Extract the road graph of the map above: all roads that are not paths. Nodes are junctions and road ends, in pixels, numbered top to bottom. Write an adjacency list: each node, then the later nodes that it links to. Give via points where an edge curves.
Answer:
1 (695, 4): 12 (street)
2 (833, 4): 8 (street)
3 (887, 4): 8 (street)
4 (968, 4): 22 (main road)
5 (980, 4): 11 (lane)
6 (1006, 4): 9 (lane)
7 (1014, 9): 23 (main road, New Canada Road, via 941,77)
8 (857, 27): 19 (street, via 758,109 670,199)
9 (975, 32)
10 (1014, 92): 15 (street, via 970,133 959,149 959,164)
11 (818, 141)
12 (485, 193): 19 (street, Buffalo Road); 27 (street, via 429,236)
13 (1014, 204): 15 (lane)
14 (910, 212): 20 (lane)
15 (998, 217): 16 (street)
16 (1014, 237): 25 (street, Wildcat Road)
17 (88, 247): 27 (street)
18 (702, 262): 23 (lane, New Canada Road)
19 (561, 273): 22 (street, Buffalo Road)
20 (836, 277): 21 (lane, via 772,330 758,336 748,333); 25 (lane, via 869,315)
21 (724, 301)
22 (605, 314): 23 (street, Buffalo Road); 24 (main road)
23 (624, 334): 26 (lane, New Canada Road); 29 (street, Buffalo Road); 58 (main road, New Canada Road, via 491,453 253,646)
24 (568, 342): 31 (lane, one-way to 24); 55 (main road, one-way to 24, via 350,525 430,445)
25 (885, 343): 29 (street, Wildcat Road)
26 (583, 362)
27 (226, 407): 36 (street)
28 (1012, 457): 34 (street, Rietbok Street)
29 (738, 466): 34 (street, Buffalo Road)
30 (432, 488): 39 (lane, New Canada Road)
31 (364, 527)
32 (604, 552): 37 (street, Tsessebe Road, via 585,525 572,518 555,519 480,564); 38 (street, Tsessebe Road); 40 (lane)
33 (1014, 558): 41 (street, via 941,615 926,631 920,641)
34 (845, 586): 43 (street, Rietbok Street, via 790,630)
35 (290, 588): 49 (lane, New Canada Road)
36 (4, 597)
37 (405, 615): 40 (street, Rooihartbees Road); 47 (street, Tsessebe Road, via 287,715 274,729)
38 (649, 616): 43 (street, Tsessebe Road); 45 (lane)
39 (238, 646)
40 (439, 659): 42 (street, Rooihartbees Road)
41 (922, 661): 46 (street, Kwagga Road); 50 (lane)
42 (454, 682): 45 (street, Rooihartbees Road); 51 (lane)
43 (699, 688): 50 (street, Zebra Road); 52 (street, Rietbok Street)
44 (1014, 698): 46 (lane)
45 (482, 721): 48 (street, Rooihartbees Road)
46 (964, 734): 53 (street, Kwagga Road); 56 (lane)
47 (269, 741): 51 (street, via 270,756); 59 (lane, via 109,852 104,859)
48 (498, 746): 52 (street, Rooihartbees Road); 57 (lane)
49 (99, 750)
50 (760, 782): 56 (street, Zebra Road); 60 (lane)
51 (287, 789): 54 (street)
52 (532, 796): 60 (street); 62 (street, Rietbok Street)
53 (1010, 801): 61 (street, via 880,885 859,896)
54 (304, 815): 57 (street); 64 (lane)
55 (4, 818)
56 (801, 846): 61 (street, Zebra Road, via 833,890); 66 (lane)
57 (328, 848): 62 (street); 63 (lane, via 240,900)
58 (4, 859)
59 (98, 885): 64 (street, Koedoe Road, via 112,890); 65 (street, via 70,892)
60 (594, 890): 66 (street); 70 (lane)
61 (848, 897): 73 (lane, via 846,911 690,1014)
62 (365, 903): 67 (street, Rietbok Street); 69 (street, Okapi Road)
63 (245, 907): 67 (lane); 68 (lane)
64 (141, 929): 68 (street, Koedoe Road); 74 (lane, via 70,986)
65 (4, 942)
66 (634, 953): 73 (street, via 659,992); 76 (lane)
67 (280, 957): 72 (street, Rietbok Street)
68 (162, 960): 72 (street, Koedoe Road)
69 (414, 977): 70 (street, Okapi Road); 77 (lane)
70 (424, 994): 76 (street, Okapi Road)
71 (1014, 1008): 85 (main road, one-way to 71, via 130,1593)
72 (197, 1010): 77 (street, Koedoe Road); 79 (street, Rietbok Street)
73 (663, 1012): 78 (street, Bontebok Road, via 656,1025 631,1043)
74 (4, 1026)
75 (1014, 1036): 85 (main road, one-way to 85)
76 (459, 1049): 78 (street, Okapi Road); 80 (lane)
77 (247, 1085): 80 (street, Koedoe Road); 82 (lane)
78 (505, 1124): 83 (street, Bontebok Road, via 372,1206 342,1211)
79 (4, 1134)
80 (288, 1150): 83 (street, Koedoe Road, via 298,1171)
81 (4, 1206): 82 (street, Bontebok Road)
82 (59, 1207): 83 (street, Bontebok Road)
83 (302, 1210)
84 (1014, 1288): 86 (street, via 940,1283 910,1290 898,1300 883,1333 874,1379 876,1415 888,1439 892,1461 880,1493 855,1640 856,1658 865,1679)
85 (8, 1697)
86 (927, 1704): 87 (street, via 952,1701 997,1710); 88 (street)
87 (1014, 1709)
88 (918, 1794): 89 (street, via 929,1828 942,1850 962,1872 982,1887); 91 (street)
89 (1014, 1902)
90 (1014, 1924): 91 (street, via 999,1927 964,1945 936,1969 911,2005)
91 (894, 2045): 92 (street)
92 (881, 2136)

### Exercise brief
Your task is to copy each line from the material above that includes the word "Bontebok".

### Result for this exercise
73 (663, 1012): 78 (street, Bontebok Road, via 656,1025 631,1043)
78 (505, 1124): 83 (street, Bontebok Road, via 372,1206 342,1211)
81 (4, 1206): 82 (street, Bontebok Road)
82 (59, 1207): 83 (street, Bontebok Road)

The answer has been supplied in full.